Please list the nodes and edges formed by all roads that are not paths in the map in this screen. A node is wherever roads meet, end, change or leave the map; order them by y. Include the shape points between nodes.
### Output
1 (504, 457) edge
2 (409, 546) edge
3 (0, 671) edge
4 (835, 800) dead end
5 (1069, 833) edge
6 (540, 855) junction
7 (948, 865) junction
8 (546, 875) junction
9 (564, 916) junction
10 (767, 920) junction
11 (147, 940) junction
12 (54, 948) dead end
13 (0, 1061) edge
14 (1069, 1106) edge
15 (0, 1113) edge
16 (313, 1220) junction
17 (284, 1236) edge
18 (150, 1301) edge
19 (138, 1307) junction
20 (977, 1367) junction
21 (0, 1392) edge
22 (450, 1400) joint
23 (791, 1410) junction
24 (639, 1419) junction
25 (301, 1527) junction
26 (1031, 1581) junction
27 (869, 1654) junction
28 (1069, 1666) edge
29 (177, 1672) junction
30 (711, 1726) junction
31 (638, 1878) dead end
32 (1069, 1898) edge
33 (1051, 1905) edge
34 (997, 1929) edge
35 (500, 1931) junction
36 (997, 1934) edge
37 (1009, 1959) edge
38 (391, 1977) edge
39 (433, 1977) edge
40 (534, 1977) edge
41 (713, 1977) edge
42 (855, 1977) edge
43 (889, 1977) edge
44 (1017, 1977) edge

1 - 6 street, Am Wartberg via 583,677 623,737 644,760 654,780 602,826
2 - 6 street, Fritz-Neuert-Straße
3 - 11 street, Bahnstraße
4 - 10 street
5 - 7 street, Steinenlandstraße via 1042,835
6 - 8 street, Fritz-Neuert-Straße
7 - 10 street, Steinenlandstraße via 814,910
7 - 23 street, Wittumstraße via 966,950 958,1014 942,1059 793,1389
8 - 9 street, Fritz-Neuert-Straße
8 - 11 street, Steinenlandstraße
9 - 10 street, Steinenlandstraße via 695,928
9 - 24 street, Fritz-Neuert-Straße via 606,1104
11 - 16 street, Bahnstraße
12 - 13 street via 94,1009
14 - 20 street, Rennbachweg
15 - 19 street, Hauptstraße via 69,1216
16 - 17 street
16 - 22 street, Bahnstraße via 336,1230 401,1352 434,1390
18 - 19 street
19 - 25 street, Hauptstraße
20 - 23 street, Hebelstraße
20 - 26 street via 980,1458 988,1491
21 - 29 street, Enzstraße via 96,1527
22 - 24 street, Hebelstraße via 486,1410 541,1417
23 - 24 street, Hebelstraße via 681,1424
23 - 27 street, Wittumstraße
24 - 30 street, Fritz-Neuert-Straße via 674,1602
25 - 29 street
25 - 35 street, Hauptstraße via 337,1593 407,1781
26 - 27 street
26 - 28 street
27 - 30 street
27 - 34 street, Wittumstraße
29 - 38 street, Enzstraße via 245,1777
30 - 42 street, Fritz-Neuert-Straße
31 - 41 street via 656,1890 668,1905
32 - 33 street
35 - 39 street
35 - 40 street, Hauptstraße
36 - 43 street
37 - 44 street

=====

> _YOUR ASSIGNMENT_:
Show the lines above that include "Enzstraße".

> _TASK RESULT_:
21 - 29 street, Enzstraße via 96,1527
29 - 38 street, Enzstraße via 245,1777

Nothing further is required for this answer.